Just as I was about to plant these “zucchinis” I noticed an army of sprouting cucumbers in last year’s cucumber bed. It was logical for me to assume this and a guy CAN’T get too many cucumbers in summer. So I put each one in a little planter and gently nurtured them.
Now just about all squashes and cucumbers look the same when they are little. I used to think cucumber tendrils were unique, but NOPE, lots of squash have similar tendrils. They are baby clones, until they ain’t!
Confident in myself, I went about setting up cucumber trellises, and preparing the “zucchini” beds.
Sucker.
Only THREE of the plants I bought from the nursery are actually zucchini! The other nine are butternut squash. On top of that, all the “cucumber” sprouts I saved are not cucumbers, but are ALSO, coincidentally, butternut squash! Theory: I often toss broken and rotten fruit-squash-leaves into a composting barrel. Sometimes I miss and things splatter or land in adjacent beds. I must have done that sometime last year.
Well, there must be 50 butternut squash on the vine now, and that isn’t counting the ones yet to come. But, you know what? I am not going to gripe. If there is one squash that is dummy proof, it is a butternut. Hard shelled, tasty, versatile, it is a squash that can keep on your counter for months, or in the freezer for a year.
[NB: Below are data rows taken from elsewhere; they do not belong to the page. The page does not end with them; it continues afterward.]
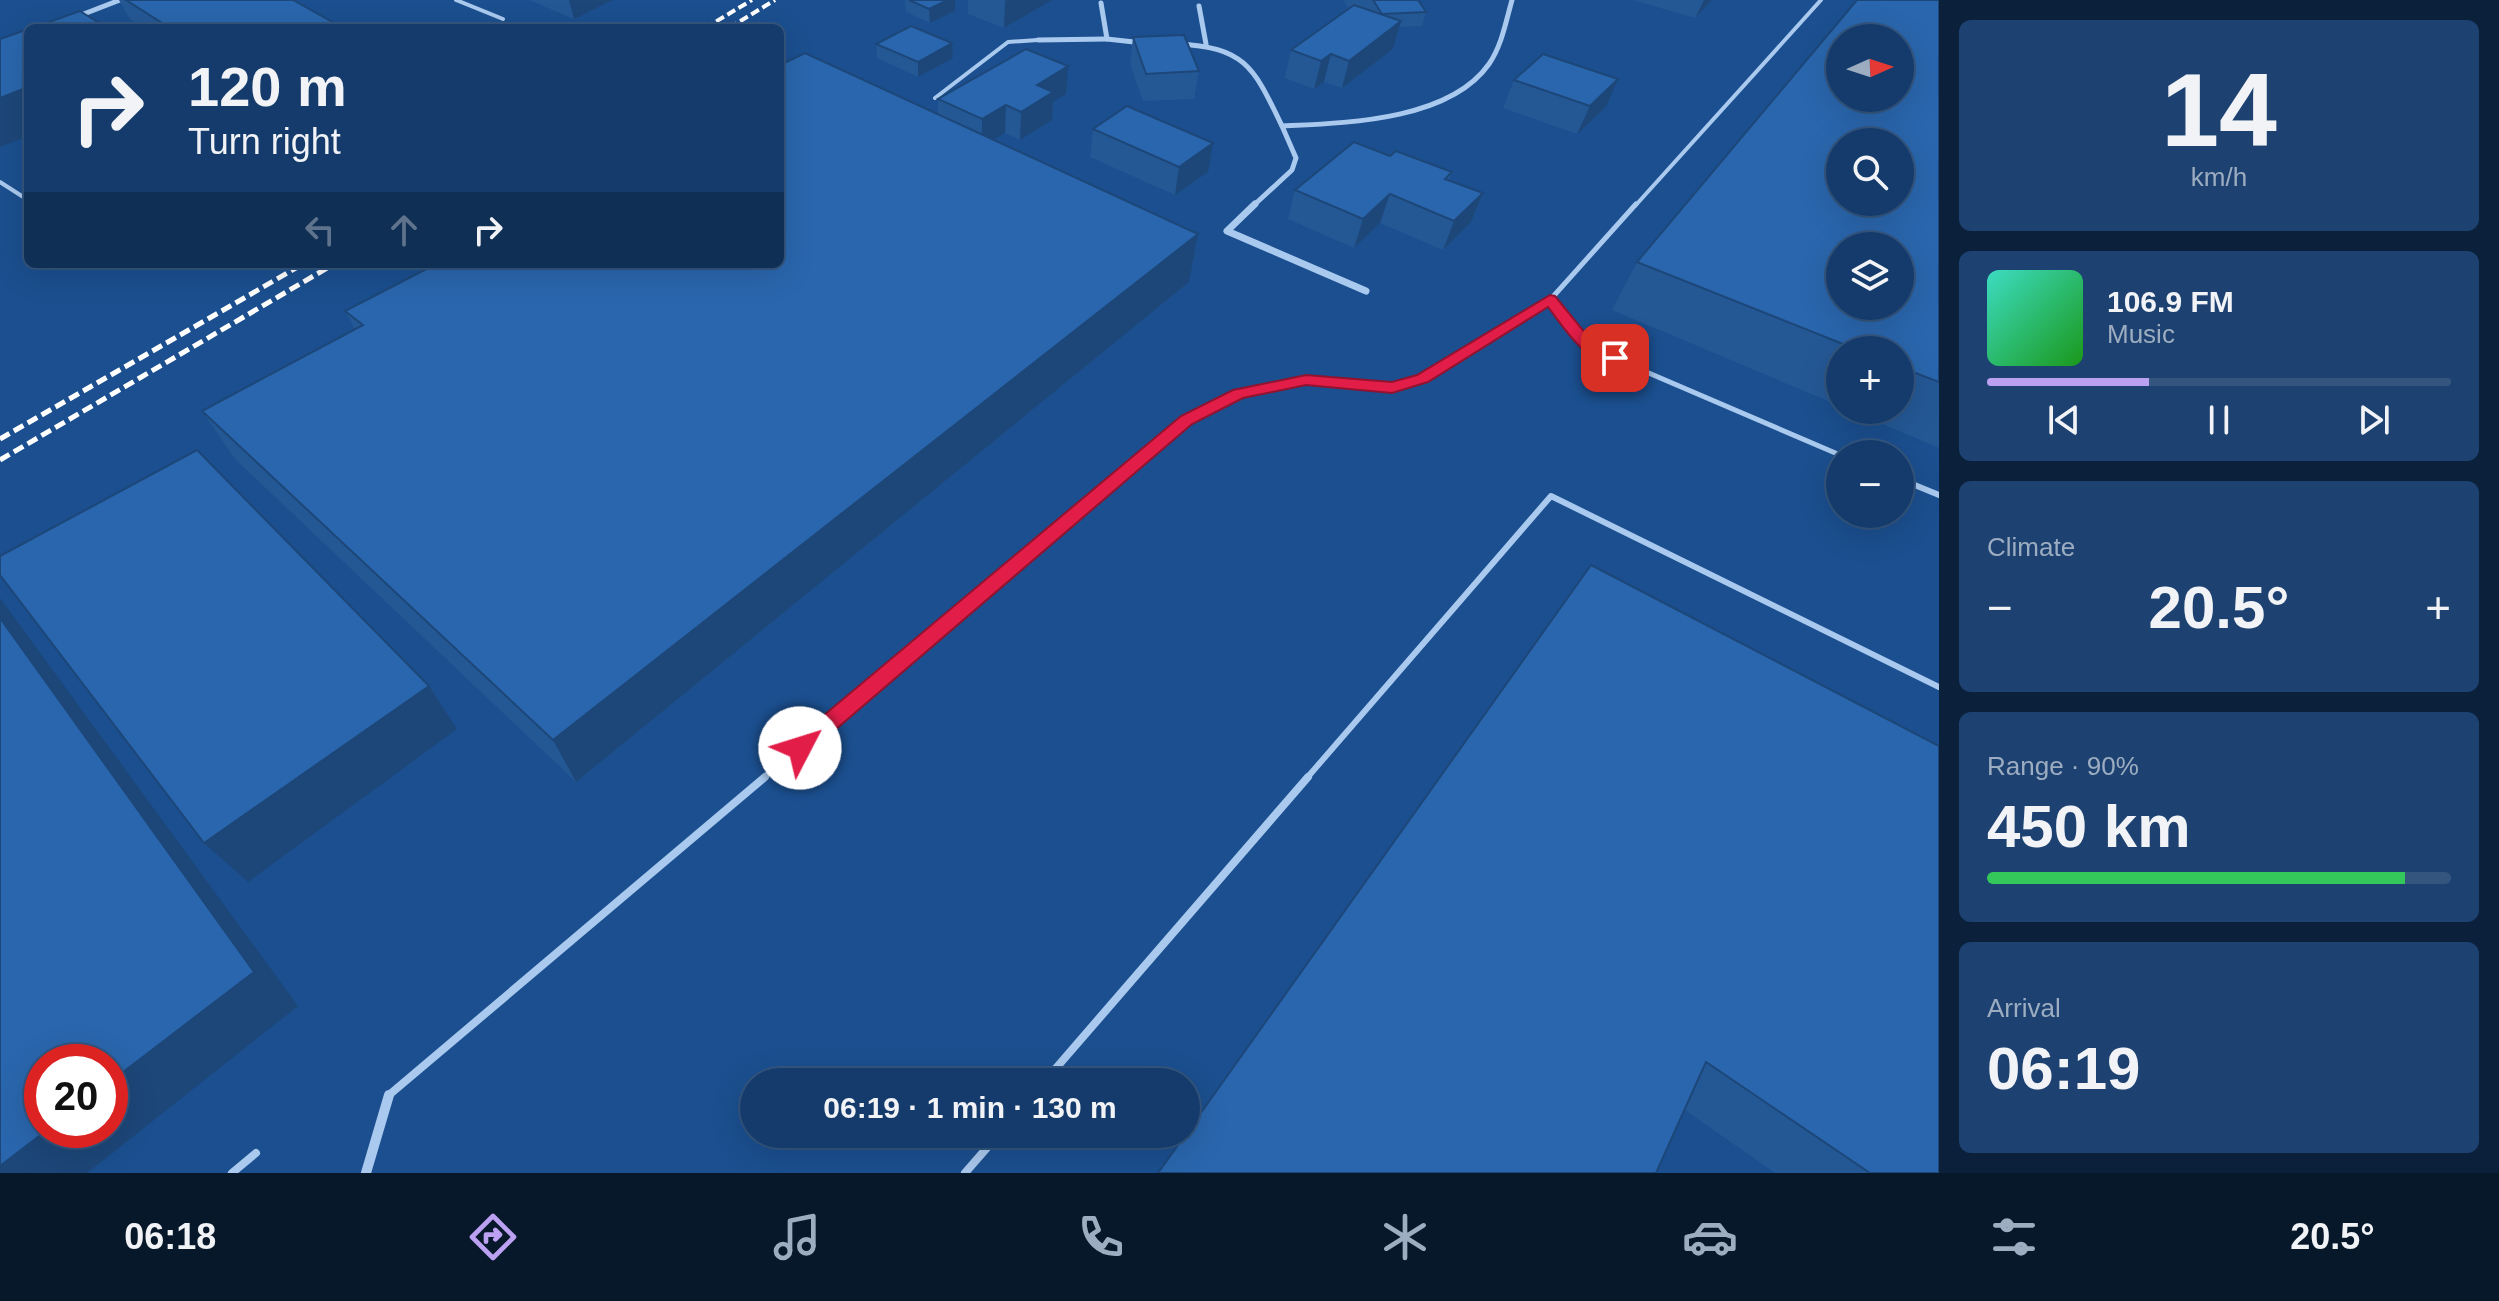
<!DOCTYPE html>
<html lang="en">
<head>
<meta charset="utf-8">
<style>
  :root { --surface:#143b6b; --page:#1d4271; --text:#f1f3f6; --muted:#9dadc1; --line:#33557e; --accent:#bca0f2 }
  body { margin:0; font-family:Helvetica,sans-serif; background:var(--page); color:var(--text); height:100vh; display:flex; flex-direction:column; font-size:30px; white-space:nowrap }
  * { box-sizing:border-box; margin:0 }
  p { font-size:26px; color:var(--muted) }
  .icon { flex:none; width:44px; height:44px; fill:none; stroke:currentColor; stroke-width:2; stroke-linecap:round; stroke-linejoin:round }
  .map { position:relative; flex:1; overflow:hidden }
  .sheet { display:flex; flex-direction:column; gap:20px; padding:20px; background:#0b203b; width:560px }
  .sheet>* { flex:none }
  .banner { position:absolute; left:24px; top:24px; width:760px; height:244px; border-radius:12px; box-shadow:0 8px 32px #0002,0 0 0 2px var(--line); background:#143b6b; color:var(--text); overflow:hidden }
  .needle { width:52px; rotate:87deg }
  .controls { position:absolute; left:1826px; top:24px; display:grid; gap:16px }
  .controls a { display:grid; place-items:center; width:88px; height:88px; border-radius:50%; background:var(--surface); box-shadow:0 8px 32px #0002,0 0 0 2px var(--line); font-size:40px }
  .speed { position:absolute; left:24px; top:1044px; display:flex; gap:16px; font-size:40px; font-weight:700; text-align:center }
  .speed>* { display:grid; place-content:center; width:104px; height:104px; border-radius:50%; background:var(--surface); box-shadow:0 8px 32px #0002,0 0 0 2px var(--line); line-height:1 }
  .speed .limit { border:12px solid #d22; background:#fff; color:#111 }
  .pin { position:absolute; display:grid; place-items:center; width:68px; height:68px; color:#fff; margin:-34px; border-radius:16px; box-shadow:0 4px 12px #0006 }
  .me { position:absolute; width:88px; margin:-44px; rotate:50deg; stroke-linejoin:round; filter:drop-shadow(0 0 6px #0008) }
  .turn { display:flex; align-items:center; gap:28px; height:168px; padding:0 32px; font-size:36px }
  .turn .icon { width:104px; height:104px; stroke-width:2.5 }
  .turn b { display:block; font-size:56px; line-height:68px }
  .lanes { display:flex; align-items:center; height:76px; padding:0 32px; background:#0003; justify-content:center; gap:40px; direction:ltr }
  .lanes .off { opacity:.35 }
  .big { font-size:60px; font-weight:700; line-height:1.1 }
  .sheet .tile { flex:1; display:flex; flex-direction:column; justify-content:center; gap:12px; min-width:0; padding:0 28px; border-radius:12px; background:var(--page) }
  .sheet .dial { align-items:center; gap:0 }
  .dial b { font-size:104px; line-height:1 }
  .song { display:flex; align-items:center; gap:24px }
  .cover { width:96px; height:96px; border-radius:12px; background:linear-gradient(135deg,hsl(170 70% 55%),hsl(120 70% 35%)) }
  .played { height:8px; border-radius:4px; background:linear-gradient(90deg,var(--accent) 35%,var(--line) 35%) }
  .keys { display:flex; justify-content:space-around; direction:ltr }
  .heat { display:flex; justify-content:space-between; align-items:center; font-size:44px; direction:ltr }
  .charge { height:12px; border-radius:6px; background:linear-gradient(90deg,#34c759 90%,var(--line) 0) }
  .trip { position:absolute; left:740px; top:1068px; width:460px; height:80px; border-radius:40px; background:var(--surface); box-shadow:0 8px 32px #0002,0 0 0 2px var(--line); font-weight:700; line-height:80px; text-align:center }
  .menu { display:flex; height:128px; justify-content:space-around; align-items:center; background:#08182b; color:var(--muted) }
  .menu .icon { width:56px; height:56px }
  .menu .on { color:var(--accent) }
  .menu b { font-size:36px; color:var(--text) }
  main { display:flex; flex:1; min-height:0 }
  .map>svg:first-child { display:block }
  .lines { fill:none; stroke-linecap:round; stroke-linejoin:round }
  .service-far3 { stroke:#a9c9ee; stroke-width:4 }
  .service-far2 { stroke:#a9c9ee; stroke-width:5 }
  .service-far1 { stroke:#a9c9ee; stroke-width:6 }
  .service { stroke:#a9c9ee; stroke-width:8 }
  .minor-far2 { stroke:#a9c9ee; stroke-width:5 }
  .minor-far1 { stroke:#a9c9ee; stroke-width:7 }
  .minor { stroke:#a9c9ee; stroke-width:10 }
  .rail-far1 { stroke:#fff; stroke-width:4; stroke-dasharray:9 4; stroke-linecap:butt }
  .rail { stroke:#fff; stroke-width:5; stroke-dasharray:11 5; stroke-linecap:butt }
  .wall { fill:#245895 }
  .shaded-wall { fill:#1d4779 }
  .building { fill:#2a66ad; stroke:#1d4779; stroke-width:2; fill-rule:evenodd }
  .route { fill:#e11d48; stroke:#92132f; stroke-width:2 }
</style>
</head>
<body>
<main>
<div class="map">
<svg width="1939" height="1173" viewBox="0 0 1939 1173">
  <rect width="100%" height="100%" fill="#1b4f8f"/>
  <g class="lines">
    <!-- service-far3 -->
    <g class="service-far3">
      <path d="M456,0L503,19"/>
      <path d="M935,98L1008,42L1038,40"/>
      <path d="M0,182L28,200"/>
      <path d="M1635,206L1821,0"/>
    </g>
    <!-- service-far2 -->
    <g class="service-far2">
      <path d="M1636,204L1550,300L1588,347L1840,455"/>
      <path d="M1138,462L1187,420L1239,394L1306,380L1392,387L1423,378L1550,300"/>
    </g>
    <!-- service-far1 -->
    <g class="service-far1">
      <path d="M1900,479L1939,495"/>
      <path d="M762,779L1140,460"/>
      <path d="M1306,779L1551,496L1939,687"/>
    </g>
    <!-- service -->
    <g class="service">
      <path d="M1044,1082L1308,777"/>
      <path d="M389,1095L765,777"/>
      <path d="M232,1173L256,1153"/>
      <path d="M965,1173L999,1134"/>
    </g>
    <!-- minor-far2 -->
    <g class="minor-far2">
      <path d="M1101,3L1107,39L1143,43"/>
      <path d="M1199,6L1206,44"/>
      <path d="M76,17L120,0"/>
      <path d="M1038,40L1107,39"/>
      <path d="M1177,44C1246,47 1254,68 1282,126C1345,123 1449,121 1489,64C1502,45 1506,21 1512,0"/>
      <path d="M1253,206L1292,170L1296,158L1282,126"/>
    </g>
    <!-- minor-far1 -->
    <path class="minor-far1" d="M1255,204L1227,231L1366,291"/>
    <!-- minor -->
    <path class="minor" d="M366,1173L389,1095"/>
    <!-- rail-far1 -->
    <g class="rail-far1">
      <path d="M705,28L752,0"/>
      <path d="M729,28L775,0"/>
    </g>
    <!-- rail -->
    <g class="rail">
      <path d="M0,439L303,264"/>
      <path d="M0,460L334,264"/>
    </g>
  </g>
  <!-- wall -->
  <g class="wall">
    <path d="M119,0H293L334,23L336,28H143L130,19Z"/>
    <path d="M529,0H613L574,19Z"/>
    <path d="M905,0H955V11L930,23L906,12Z"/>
    <path d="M968,0H1052L1004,28L968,14Z"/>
    <path d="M1344,0H1418L1426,12L1422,26L1399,27L1393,49L1342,88L1324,82L1314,89L1285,78L1291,50L1351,7H1347Z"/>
    <path d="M1633,0H1712L1695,18Z"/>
    <path d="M1939,0V448L1849,410H1900V350H1840V406L1612,310L1637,262Z"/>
    <path d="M1133,37L1199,71L1194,99L1143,101L1130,64Z"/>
    <path d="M952,43L953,58L918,77L877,58L876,44Z"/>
    <path d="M1514,80L1606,107L1577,134L1503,108Z"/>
    <path d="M1066,94L1053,102L1052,120L1020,140L1005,133L994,140L1198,234L1189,282L576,782L235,459L202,411L355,330L345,311L938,114V99Z"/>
    <path d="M1093,129L1208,172L1175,195L1090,157Z"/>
    <path d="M1390,156L1452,172L1449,180L1483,193L1471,222L1443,250L1380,223L1354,248L1288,219L1295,190Z"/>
    <path d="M1591,565L1939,1173H1775L1685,1110Z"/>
  </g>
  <!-- shaded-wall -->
  <g class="shaded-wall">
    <path d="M569,0H613L574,19Z"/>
    <path d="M948,0H955V11L930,23L929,9Z"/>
    <path d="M1007,0H1052L1004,28L1005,1Z"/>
    <path d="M1704,0H1712L1695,18Z"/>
    <path d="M1401,21L1393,49L1342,88L1349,61Z"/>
    <path d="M334,23L336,28H322Z"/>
    <path d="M952,43L953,58L918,77V62Z"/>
    <path d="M1331,54L1324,82L1314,89L1321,61Z"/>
    <path d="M1068,66L1066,94L1053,102L1052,120L1020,140L1021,112L1037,85Z"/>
    <path d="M1618,79L1606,107L1577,134L1590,106Z"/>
    <path d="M28,87V136L0,147V98Z"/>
    <path d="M1006,105L1005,133L982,147V119Z"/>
    <path d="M1213,143L1208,172L1175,195L1179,167Z"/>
    <path d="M1483,193L1471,222L1443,250L1454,221Z"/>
    <path d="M1390,194L1380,223L1354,248L1363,219Z"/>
    <path d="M1198,234L1189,282L576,782L553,740Z"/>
    <path d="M0,598L298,1006L87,1173H0V1166L47,1130H110V1082L0,618Z"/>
    <path d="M429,686L457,729L248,882L204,843Z"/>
  </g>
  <!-- building -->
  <g class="building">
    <path d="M126,0H293L334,23L322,28H170Z"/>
    <path d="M909,0H948L929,9Z"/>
    <path d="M1373,0H1418L1426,12L1382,14Z"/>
    <path d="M1857,0H1939V382L1900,367V350H1858L1637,262ZM1840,38H1900V98H1840ZM1840,142H1900V202H1840ZM1840,246H1900V306H1840Z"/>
    <path d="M1354,5L1401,21L1349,61L1331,54L1321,61L1291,50Z"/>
    <path d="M80,11L107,28H32Z"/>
    <path d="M911,26L952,43L918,62L876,44Z"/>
    <path d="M28,29V87L0,98V39Z"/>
    <path d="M1184,35L1199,71L1146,74L1133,37Z"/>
    <path d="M1026,49L1068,66L1037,85L1053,92L1021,112L1006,105L982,119L938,99Z"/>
    <path d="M805,53L1198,234L553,740L202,411L363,325L345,311L436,264H780V65Z"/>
    <path d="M1543,54L1618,79L1590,106L1514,80Z"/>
    <path d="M1127,106L1213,143L1179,167L1093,129Z"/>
    <path d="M1354,142L1390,156L1396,151L1452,172L1445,179L1483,193L1454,221L1390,194L1363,219L1295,190Z"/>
    <path d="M197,450L429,686L204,843L0,575V556Z"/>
    <path d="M1591,565L1939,746V1173H1870L1706,1062L1656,1173H1158Z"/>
    <path d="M0,618L254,972L110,1082V1062H42V1130H47L0,1166Z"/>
  </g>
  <!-- route -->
  <path class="route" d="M1550,295L1555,296L1594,344L1620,355V362C1588,368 1565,329 1548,307L1428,382L1392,393L1306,385L1243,398L1192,424L807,754H793L790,748L793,741L1181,416L1233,390L1306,375L1392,382L1417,375Z"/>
</svg>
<div class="controls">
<a><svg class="needle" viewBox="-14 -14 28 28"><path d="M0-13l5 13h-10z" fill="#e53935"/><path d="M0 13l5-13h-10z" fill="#9dadc1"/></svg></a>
<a><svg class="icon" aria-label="search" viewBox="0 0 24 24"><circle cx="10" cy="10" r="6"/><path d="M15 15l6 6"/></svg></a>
<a><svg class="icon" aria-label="layers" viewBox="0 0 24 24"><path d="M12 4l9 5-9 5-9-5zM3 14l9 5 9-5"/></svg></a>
<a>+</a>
<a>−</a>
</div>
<div class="speed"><div class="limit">20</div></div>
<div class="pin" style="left:1615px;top:358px;background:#d93025"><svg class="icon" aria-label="arrive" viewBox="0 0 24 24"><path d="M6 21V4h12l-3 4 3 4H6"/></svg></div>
<svg class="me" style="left:800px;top:748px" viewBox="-20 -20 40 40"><circle r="19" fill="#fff"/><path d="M0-13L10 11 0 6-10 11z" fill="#e11d48"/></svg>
<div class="trip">06:19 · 1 min · 130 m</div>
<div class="banner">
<div class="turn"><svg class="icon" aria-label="right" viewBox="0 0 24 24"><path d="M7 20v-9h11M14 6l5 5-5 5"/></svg><div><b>120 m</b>Turn right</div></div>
<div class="lanes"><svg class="icon off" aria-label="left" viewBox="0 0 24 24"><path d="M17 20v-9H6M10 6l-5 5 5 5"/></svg><svg class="icon off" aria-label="ahead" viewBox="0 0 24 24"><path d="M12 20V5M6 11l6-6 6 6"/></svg><svg class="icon" aria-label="right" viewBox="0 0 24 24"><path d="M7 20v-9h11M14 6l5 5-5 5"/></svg></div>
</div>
</div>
<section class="sheet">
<div class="tile dial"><b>14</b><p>km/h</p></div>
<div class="tile">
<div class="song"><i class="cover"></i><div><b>106.9 FM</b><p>Music</p></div></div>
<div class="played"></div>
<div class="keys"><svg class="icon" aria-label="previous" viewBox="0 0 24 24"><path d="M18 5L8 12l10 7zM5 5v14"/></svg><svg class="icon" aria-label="pause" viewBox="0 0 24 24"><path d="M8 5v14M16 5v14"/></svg><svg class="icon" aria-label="next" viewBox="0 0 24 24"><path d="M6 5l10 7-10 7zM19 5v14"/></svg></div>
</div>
<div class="tile"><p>Climate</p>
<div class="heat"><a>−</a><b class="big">20.5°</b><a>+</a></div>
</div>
<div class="tile"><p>Range · 90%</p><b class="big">450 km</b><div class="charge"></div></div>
<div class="tile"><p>Arrival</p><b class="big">06:19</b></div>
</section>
</main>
<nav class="menu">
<b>06:18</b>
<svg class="icon on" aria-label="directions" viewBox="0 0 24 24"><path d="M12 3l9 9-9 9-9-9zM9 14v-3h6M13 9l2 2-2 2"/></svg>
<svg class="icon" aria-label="music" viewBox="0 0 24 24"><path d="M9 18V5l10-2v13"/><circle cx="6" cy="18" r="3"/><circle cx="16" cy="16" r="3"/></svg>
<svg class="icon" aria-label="phone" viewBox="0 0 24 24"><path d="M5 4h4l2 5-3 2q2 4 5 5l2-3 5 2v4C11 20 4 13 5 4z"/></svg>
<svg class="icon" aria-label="climate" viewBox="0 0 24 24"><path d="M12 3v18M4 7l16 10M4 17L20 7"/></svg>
<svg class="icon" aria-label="car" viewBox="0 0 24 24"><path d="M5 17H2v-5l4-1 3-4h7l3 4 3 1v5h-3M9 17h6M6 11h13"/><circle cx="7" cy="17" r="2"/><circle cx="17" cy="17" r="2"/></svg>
<svg class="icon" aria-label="filters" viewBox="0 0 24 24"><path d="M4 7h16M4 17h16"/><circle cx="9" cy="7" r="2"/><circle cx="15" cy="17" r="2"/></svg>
<b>20.5°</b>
</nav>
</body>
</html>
As much as I want to be content, I must concede that one of the joys of gardening ( among many) is planting what the heck I WANTED TO PLANT. Dammit! But the Lord provideth and I need to shuteth up.
Anyone have any good recipes for butternut squash?
God said:
Thorns also and thistles shall it bring forth to thee; and thou shalt eat the herb of the field; In the sweat of thy face shalt thou eat bread, till thou return unto the ground; for out of it wast thou taken: for dust thou art, and unto dust shalt thou return.
BRING IT ON!
Ah, if only I had such garden problems as these. In my case, I can barely get kale to grow, let alone butternut squash. And we are at least a month away from having any harvestable vegetables. I know I must be doing something wrong. . . just can't figure out what. At least this year, I can recognize what's sprouted (unlike last year, when, well, nothing sprouted). Gotta love that Texas heat!
Last year, the Lord gave us so much rain all of the vegetables rotted and the flowers didn't do so well either, and all we had by the end of the season was onions, and we still have one left in the basement.
This year we planted zucchini, summer squash, two different tomatoes, just one cucumber plant, some bell peppers and rimmed the whole fenced-in area with onions and garlic, +2 blueberry bushes in the midst.
I did a bit of study into the whole zucchini and summer squash thing, and discovered that there are two different kinds of flowers, male and female. The male flowers appear at the end of a regular stem, whereas a female flower appears at the end of what looks like a tiny squash. So you need the male flowers to pollinate the female flowers. Well, all we got at the beginning was nothing but females, sort of like that castle in the Monty Python holy Grail movie. So a lot of these flowers were just curling up and little fake fruits were turning brown, and now all of a sudden we're getting male flowers. I've been doing what I call tickling the flowers using Q-tips. I'll stick the Q-tip into the male flower collecting the pollen and applying it to the female flowers and I go around painting every single flower by hand to try to get as many fruits as I can. The problem is now we've got like 20 or more fruits on each plant and I can't tell which ones are the good ones and which ones I should break off and throw away in order to conserve energy. Hopefully it'll become apparent soon. The onions are looking good. Thanks for your articles. Good stuff. And thanks for the song.